TASK ITEM
In the entries that follow, find the word "than" and report each line it is on.
(DATA EXTRACT)
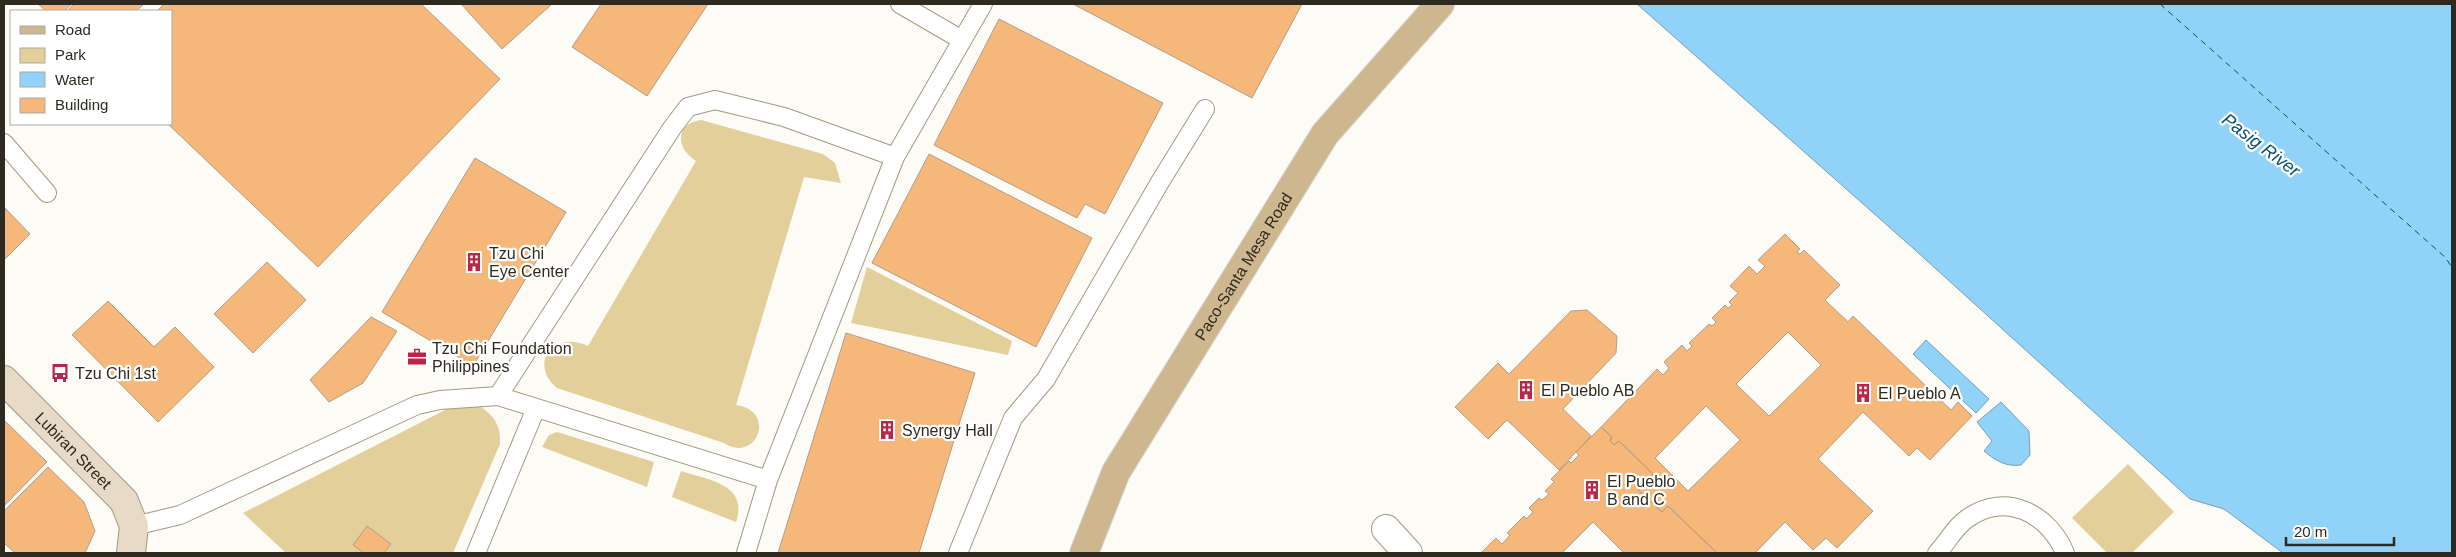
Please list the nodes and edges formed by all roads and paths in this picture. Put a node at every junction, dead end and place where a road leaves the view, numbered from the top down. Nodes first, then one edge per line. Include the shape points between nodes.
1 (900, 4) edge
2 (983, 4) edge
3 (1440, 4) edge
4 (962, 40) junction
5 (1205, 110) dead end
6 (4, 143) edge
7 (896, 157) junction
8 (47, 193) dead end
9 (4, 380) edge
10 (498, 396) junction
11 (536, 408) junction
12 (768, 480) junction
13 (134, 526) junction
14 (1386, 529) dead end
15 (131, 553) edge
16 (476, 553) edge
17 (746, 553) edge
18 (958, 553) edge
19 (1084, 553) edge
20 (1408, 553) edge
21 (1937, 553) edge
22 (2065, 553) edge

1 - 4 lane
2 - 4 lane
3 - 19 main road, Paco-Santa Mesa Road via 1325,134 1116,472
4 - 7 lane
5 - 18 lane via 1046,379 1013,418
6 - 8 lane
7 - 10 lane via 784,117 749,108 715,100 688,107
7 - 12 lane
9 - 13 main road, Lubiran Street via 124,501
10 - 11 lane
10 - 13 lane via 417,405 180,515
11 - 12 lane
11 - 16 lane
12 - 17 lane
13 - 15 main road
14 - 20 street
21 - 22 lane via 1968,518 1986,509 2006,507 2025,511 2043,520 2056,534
(End DATA EXTRACT)
(DATA EXTRACT)
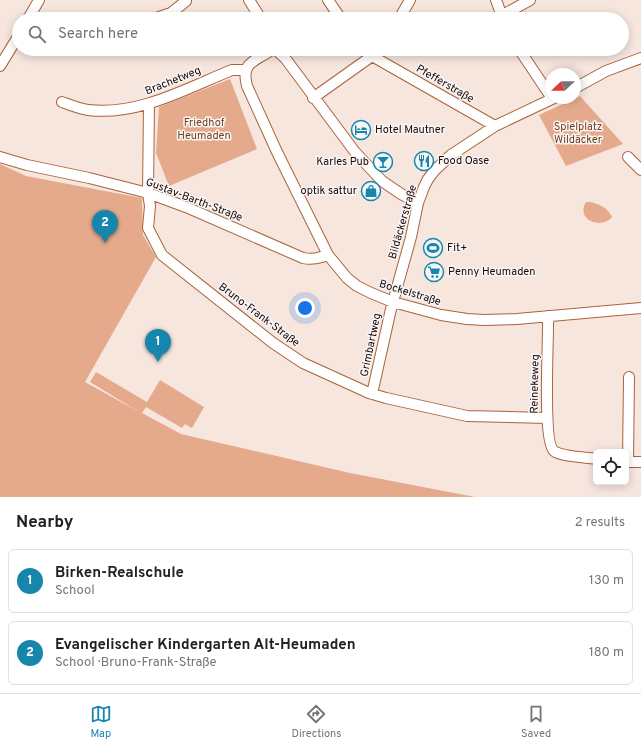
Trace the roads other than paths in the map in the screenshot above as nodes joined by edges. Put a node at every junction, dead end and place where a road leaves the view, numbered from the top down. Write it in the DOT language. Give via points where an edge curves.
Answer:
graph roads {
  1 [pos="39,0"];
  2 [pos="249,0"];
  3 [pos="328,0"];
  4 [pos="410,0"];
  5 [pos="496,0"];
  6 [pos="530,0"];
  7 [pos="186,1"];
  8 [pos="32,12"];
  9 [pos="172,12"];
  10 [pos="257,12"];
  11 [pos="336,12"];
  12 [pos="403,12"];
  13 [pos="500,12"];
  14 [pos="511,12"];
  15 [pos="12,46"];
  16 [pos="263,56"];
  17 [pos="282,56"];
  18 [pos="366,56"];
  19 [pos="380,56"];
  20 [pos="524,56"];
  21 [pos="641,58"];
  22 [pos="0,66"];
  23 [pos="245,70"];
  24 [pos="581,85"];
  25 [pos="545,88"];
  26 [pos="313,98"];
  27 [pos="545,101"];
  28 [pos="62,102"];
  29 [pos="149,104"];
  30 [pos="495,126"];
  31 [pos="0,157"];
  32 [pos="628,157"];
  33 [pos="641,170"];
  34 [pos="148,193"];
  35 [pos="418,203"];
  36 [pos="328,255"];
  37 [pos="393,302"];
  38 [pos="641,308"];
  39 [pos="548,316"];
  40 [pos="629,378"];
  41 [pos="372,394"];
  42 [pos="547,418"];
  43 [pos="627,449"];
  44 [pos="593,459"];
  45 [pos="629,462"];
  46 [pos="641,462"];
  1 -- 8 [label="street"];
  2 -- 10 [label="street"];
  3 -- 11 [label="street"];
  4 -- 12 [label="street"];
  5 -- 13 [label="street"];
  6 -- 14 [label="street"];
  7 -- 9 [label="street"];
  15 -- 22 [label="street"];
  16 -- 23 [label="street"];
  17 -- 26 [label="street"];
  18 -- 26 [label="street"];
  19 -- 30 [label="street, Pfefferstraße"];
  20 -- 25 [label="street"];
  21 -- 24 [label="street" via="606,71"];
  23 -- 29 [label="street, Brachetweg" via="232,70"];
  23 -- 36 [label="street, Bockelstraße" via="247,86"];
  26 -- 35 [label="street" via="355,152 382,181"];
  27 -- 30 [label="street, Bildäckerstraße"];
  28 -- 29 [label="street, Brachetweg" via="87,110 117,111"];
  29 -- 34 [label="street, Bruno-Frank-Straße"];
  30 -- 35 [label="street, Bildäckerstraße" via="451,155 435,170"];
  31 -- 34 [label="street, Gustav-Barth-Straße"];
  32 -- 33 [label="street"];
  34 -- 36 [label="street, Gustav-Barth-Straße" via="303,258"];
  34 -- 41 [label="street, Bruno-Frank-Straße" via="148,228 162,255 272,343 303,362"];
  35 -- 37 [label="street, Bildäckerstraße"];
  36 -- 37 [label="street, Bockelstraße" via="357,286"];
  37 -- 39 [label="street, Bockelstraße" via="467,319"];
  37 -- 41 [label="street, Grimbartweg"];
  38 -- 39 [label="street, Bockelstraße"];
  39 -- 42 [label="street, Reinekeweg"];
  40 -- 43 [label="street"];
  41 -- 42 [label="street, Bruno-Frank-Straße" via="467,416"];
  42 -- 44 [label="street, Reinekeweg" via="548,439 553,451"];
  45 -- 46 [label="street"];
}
(End DATA EXTRACT)
(DATA EXTRACT)
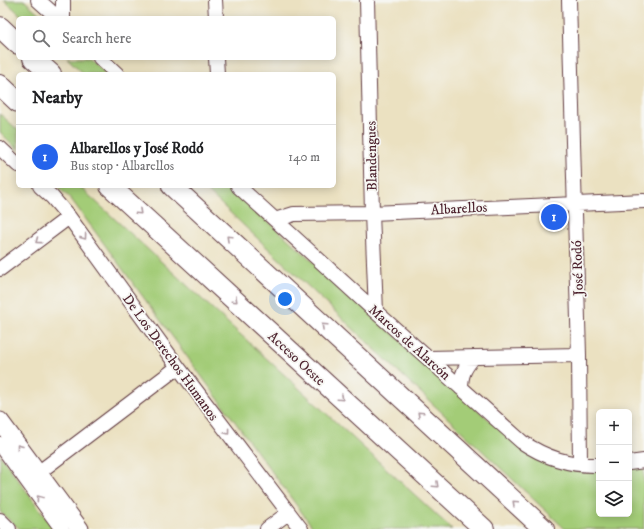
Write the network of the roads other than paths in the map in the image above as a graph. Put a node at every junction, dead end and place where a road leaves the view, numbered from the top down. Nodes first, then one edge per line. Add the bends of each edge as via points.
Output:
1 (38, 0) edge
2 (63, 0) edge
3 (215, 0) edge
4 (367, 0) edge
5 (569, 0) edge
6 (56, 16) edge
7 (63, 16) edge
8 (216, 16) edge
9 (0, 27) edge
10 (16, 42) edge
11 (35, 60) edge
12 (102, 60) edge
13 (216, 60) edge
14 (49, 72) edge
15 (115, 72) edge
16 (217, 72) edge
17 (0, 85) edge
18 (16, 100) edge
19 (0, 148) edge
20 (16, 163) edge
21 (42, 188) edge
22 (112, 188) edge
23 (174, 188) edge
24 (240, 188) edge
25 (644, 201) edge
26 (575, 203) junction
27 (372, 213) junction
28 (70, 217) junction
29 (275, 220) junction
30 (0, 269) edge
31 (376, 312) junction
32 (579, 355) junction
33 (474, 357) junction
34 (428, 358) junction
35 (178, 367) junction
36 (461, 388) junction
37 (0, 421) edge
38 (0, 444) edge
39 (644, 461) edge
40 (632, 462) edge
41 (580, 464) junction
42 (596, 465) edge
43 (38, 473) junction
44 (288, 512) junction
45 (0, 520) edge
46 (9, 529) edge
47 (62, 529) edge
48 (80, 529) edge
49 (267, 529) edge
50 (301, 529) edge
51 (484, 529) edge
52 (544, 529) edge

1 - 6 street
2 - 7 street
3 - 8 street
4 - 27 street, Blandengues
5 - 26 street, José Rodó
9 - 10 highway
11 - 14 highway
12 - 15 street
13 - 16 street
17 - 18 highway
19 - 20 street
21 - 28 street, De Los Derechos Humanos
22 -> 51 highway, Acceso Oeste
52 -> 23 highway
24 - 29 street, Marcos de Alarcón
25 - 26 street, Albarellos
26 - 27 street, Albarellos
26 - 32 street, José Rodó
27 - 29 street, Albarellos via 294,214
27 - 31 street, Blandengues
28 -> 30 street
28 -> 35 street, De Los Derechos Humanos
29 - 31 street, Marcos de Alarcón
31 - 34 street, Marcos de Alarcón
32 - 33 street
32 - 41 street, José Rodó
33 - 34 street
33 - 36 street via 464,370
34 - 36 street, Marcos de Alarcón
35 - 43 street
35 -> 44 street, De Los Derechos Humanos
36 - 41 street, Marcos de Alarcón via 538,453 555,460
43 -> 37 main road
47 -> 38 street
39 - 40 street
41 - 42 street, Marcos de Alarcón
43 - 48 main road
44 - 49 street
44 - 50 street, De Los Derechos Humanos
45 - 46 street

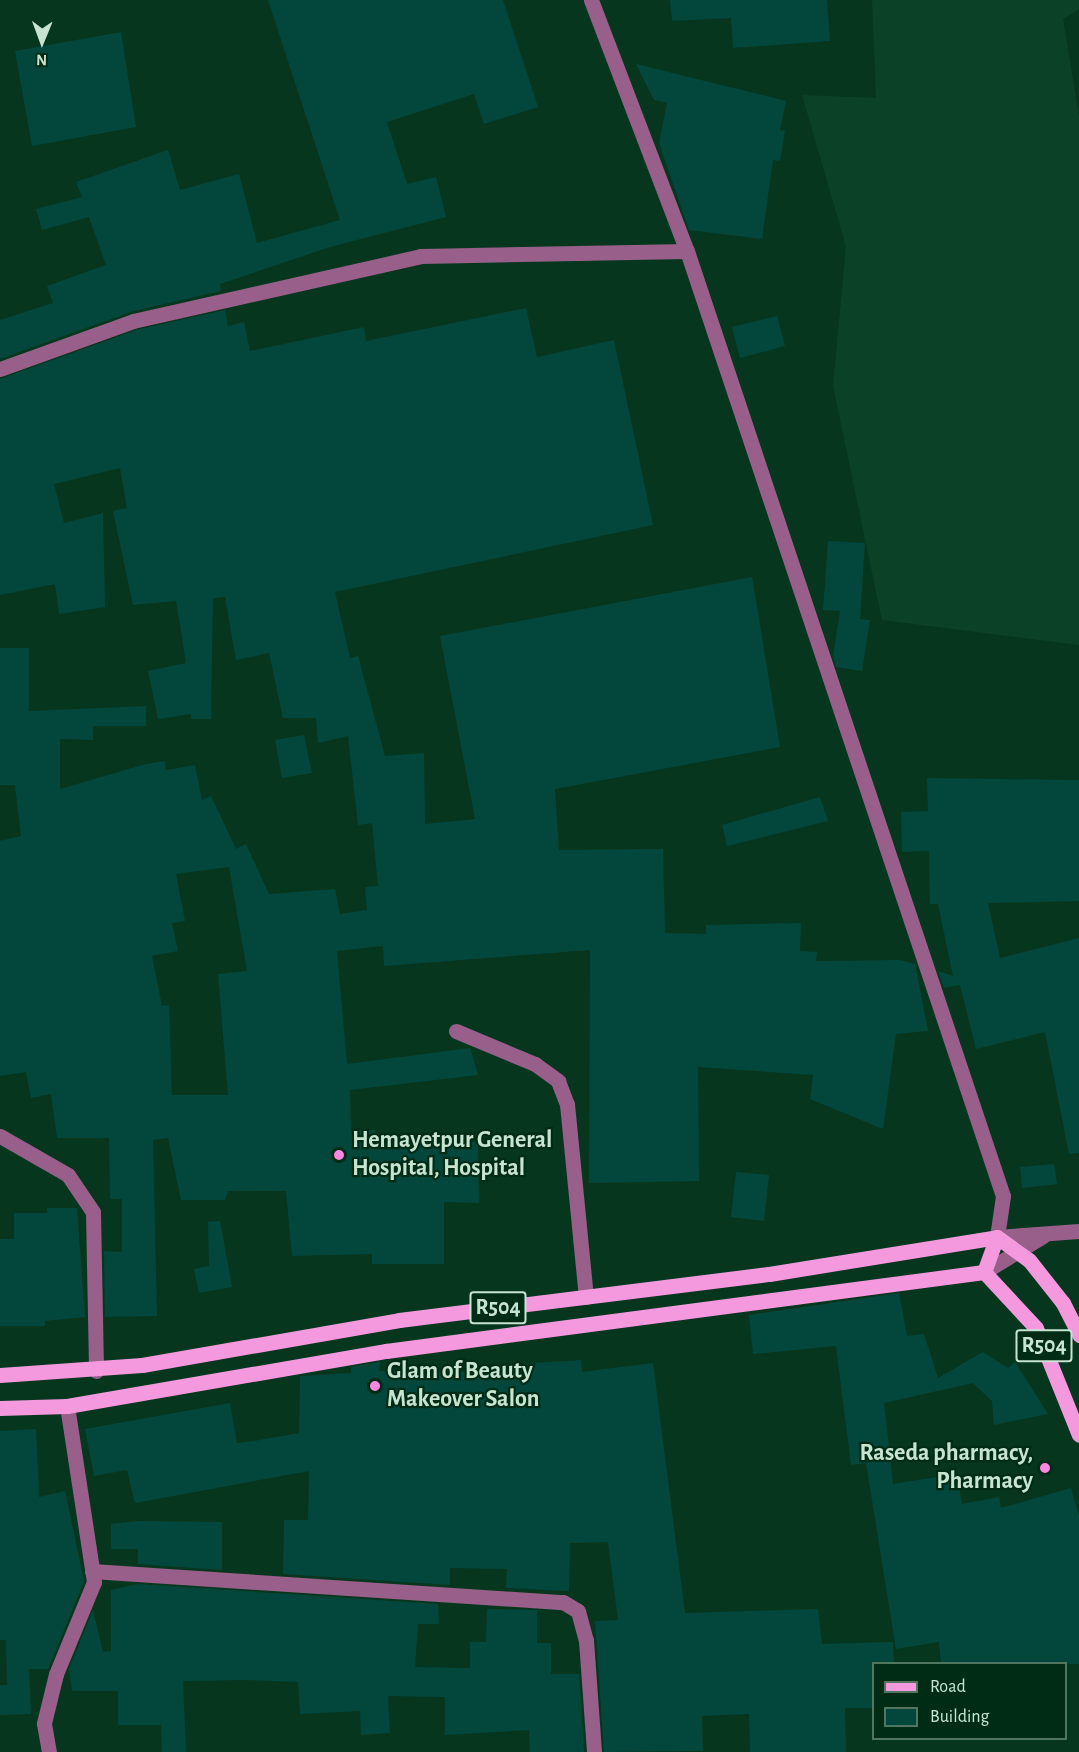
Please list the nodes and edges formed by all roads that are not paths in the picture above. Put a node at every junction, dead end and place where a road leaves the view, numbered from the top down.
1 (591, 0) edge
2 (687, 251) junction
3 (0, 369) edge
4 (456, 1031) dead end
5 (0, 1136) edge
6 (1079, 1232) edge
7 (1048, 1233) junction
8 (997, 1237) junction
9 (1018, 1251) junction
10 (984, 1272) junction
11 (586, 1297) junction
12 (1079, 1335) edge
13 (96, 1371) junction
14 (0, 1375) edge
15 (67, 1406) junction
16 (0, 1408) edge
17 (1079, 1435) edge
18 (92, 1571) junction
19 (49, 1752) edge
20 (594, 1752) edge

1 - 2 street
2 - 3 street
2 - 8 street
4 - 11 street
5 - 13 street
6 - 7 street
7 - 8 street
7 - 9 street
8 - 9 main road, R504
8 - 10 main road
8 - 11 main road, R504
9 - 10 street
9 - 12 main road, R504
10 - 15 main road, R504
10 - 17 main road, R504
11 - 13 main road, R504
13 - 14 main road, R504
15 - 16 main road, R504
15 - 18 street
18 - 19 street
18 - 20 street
(End DATA EXTRACT)
TASK OUTPUT
Trace the roads other than paths in the map in the screenshot above as nodes joined by edges. Put a node at every junction, dead end and place where a road leaves the view, numbered from the top down. Write it in the DOT language. Give via points where an edge curves.
Write the network of the roads other than paths in the map in the image above as a graph. Put a node at every junction, dead end and place where a road leaves the view, numbered from the top down. Nodes first, then one edge per line. Add the bends of each edge as via points.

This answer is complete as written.